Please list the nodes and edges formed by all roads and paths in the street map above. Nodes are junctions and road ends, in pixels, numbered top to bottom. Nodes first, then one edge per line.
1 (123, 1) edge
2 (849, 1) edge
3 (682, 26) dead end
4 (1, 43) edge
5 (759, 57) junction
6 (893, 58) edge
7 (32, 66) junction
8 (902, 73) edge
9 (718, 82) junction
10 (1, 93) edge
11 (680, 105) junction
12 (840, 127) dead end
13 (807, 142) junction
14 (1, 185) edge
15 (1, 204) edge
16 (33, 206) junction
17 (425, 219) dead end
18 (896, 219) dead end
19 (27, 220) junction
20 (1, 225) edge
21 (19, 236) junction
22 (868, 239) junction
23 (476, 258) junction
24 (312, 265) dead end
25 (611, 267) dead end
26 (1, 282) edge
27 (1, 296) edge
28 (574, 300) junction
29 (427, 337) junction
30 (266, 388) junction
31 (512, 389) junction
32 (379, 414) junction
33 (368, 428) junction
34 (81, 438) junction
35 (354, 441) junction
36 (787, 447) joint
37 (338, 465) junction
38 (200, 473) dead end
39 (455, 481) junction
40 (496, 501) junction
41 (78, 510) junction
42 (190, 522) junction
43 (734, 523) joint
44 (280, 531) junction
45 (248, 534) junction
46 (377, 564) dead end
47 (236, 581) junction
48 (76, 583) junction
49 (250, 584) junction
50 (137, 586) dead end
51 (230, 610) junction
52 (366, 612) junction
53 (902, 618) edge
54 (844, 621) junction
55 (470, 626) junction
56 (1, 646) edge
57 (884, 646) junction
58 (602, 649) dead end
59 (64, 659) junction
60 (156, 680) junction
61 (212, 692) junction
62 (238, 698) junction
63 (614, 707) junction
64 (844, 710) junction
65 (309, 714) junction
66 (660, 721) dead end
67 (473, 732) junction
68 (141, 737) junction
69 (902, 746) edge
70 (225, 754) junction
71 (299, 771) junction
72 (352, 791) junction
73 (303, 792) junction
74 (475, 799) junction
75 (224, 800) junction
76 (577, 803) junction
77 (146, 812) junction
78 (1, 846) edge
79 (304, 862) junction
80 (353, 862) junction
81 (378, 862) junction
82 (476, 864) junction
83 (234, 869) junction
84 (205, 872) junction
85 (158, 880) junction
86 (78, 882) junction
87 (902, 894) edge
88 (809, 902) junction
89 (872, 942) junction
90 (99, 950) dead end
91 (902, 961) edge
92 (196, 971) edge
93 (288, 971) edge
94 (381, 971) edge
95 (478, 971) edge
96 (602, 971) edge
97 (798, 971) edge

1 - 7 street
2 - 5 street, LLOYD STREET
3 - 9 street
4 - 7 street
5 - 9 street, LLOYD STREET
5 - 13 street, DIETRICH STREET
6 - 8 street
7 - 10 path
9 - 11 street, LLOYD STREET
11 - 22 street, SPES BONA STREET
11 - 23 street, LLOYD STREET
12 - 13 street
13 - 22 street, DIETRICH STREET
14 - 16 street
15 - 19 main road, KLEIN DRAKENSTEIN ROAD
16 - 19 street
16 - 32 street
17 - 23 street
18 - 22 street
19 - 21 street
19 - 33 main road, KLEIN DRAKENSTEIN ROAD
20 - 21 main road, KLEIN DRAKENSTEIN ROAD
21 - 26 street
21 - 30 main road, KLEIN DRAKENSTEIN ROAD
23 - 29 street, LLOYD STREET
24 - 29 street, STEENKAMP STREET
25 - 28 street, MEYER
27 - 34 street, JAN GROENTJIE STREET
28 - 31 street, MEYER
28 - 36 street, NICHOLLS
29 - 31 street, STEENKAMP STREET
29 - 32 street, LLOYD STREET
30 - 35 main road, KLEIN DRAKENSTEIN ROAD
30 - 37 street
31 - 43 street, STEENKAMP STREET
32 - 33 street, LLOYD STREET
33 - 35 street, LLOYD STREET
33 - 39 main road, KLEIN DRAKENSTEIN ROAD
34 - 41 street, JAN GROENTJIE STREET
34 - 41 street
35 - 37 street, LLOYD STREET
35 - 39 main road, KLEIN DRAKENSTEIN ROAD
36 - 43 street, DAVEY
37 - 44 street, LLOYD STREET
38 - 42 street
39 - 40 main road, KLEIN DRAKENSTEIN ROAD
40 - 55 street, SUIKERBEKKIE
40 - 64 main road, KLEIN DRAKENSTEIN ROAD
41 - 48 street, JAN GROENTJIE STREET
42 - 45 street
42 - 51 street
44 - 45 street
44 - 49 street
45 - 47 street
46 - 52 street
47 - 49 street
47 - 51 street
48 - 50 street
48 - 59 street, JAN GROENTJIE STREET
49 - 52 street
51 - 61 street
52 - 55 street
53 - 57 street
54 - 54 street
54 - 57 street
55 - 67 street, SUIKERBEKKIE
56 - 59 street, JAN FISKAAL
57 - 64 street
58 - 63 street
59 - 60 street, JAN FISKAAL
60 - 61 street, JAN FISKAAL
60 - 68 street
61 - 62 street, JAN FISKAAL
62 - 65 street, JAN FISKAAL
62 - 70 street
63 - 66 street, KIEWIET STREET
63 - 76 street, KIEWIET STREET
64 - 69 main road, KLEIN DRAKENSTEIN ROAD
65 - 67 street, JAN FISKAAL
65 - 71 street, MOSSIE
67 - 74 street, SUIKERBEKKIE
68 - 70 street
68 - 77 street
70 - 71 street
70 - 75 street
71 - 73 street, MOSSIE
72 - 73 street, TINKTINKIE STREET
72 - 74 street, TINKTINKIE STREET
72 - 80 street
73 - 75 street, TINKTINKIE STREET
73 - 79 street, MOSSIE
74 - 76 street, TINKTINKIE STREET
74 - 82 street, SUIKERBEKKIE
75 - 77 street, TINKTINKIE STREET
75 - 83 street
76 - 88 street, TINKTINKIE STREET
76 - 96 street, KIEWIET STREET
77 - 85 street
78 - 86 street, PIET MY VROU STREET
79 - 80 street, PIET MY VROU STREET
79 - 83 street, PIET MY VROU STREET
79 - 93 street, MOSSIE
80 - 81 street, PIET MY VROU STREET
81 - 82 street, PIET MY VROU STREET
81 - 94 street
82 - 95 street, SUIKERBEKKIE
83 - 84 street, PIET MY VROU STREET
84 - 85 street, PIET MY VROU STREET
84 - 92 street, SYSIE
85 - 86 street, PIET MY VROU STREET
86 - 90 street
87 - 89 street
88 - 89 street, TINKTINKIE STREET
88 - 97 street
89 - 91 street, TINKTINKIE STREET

+===+

Task statement — Set out the complete listing exactly as shown.

Task result —
Please list the nodes and edges formed by all roads and paths in the street map above. Nodes are junctions and road ends, in pixels, numbered top to bottom. Nodes first, then one edge per line.
1 (123, 1) edge
2 (849, 1) edge
3 (682, 26) dead end
4 (1, 43) edge
5 (759, 57) junction
6 (893, 58) edge
7 (32, 66) junction
8 (902, 73) edge
9 (718, 82) junction
10 (1, 93) edge
11 (680, 105) junction
12 (840, 127) dead end
13 (807, 142) junction
14 (1, 185) edge
15 (1, 204) edge
16 (33, 206) junction
17 (425, 219) dead end
18 (896, 219) dead end
19 (27, 220) junction
20 (1, 225) edge
21 (19, 236) junction
22 (868, 239) junction
23 (476, 258) junction
24 (312, 265) dead end
25 (611, 267) dead end
26 (1, 282) edge
27 (1, 296) edge
28 (574, 300) junction
29 (427, 337) junction
30 (266, 388) junction
31 (512, 389) junction
32 (379, 414) junction
33 (368, 428) junction
34 (81, 438) junction
35 (354, 441) junction
36 (787, 447) joint
37 (338, 465) junction
38 (200, 473) dead end
39 (455, 481) junction
40 (496, 501) junction
41 (78, 510) junction
42 (190, 522) junction
43 (734, 523) joint
44 (280, 531) junction
45 (248, 534) junction
46 (377, 564) dead end
47 (236, 581) junction
48 (76, 583) junction
49 (250, 584) junction
50 (137, 586) dead end
51 (230, 610) junction
52 (366, 612) junction
53 (902, 618) edge
54 (844, 621) junction
55 (470, 626) junction
56 (1, 646) edge
57 (884, 646) junction
58 (602, 649) dead end
59 (64, 659) junction
60 (156, 680) junction
61 (212, 692) junction
62 (238, 698) junction
63 (614, 707) junction
64 (844, 710) junction
65 (309, 714) junction
66 (660, 721) dead end
67 (473, 732) junction
68 (141, 737) junction
69 (902, 746) edge
70 (225, 754) junction
71 (299, 771) junction
72 (352, 791) junction
73 (303, 792) junction
74 (475, 799) junction
75 (224, 800) junction
76 (577, 803) junction
77 (146, 812) junction
78 (1, 846) edge
79 (304, 862) junction
80 (353, 862) junction
81 (378, 862) junction
82 (476, 864) junction
83 (234, 869) junction
84 (205, 872) junction
85 (158, 880) junction
86 (78, 882) junction
87 (902, 894) edge
88 (809, 902) junction
89 (872, 942) junction
90 (99, 950) dead end
91 (902, 961) edge
92 (196, 971) edge
93 (288, 971) edge
94 (381, 971) edge
95 (478, 971) edge
96 (602, 971) edge
97 (798, 971) edge

1 - 7 street
2 - 5 street, LLOYD STREET
3 - 9 street
4 - 7 street
5 - 9 street, LLOYD STREET
5 - 13 street, DIETRICH STREET
6 - 8 street
7 - 10 path
9 - 11 street, LLOYD STREET
11 - 22 street, SPES BONA STREET
11 - 23 street, LLOYD STREET
12 - 13 street
13 - 22 street, DIETRICH STREET
14 - 16 street
15 - 19 main road, KLEIN DRAKENSTEIN ROAD
16 - 19 street
16 - 32 street
17 - 23 street
18 - 22 street
19 - 21 street
19 - 33 main road, KLEIN DRAKENSTEIN ROAD
20 - 21 main road, KLEIN DRAKENSTEIN ROAD
21 - 26 street
21 - 30 main road, KLEIN DRAKENSTEIN ROAD
23 - 29 street, LLOYD STREET
24 - 29 street, STEENKAMP STREET
25 - 28 street, MEYER
27 - 34 street, JAN GROENTJIE STREET
28 - 31 street, MEYER
28 - 36 street, NICHOLLS
29 - 31 street, STEENKAMP STREET
29 - 32 street, LLOYD STREET
30 - 35 main road, KLEIN DRAKENSTEIN ROAD
30 - 37 street
31 - 43 street, STEENKAMP STREET
32 - 33 street, LLOYD STREET
33 - 35 street, LLOYD STREET
33 - 39 main road, KLEIN DRAKENSTEIN ROAD
34 - 41 street, JAN GROENTJIE STREET
34 - 41 street
35 - 37 street, LLOYD STREET
35 - 39 main road, KLEIN DRAKENSTEIN ROAD
36 - 43 street, DAVEY
37 - 44 street, LLOYD STREET
38 - 42 street
39 - 40 main road, KLEIN DRAKENSTEIN ROAD
40 - 55 street, SUIKERBEKKIE
40 - 64 main road, KLEIN DRAKENSTEIN ROAD
41 - 48 street, JAN GROENTJIE STREET
42 - 45 street
42 - 51 street
44 - 45 street
44 - 49 street
45 - 47 street
46 - 52 street
47 - 49 street
47 - 51 street
48 - 50 street
48 - 59 street, JAN GROENTJIE STREET
49 - 52 street
51 - 61 street
52 - 55 street
53 - 57 street
54 - 54 street
54 - 57 street
55 - 67 street, SUIKERBEKKIE
56 - 59 street, JAN FISKAAL
57 - 64 street
58 - 63 street
59 - 60 street, JAN FISKAAL
60 - 61 street, JAN FISKAAL
60 - 68 street
61 - 62 street, JAN FISKAAL
62 - 65 street, JAN FISKAAL
62 - 70 street
63 - 66 street, KIEWIET STREET
63 - 76 street, KIEWIET STREET
64 - 69 main road, KLEIN DRAKENSTEIN ROAD
65 - 67 street, JAN FISKAAL
65 - 71 street, MOSSIE
67 - 74 street, SUIKERBEKKIE
68 - 70 street
68 - 77 street
70 - 71 street
70 - 75 street
71 - 73 street, MOSSIE
72 - 73 street, TINKTINKIE STREET
72 - 74 street, TINKTINKIE STREET
72 - 80 street
73 - 75 street, TINKTINKIE STREET
73 - 79 street, MOSSIE
74 - 76 street, TINKTINKIE STREET
74 - 82 street, SUIKERBEKKIE
75 - 77 street, TINKTINKIE STREET
75 - 83 street
76 - 88 street, TINKTINKIE STREET
76 - 96 street, KIEWIET STREET
77 - 85 street
78 - 86 street, PIET MY VROU STREET
79 - 80 street, PIET MY VROU STREET
79 - 83 street, PIET MY VROU STREET
79 - 93 street, MOSSIE
80 - 81 street, PIET MY VROU STREET
81 - 82 street, PIET MY VROU STREET
81 - 94 street
82 - 95 street, SUIKERBEKKIE
83 - 84 street, PIET MY VROU STREET
84 - 85 street, PIET MY VROU STREET
84 - 92 street, SYSIE
85 - 86 street, PIET MY VROU STREET
86 - 90 street
87 - 89 street
88 - 89 street, TINKTINKIE STREET
88 - 97 street
89 - 91 street, TINKTINKIE STREET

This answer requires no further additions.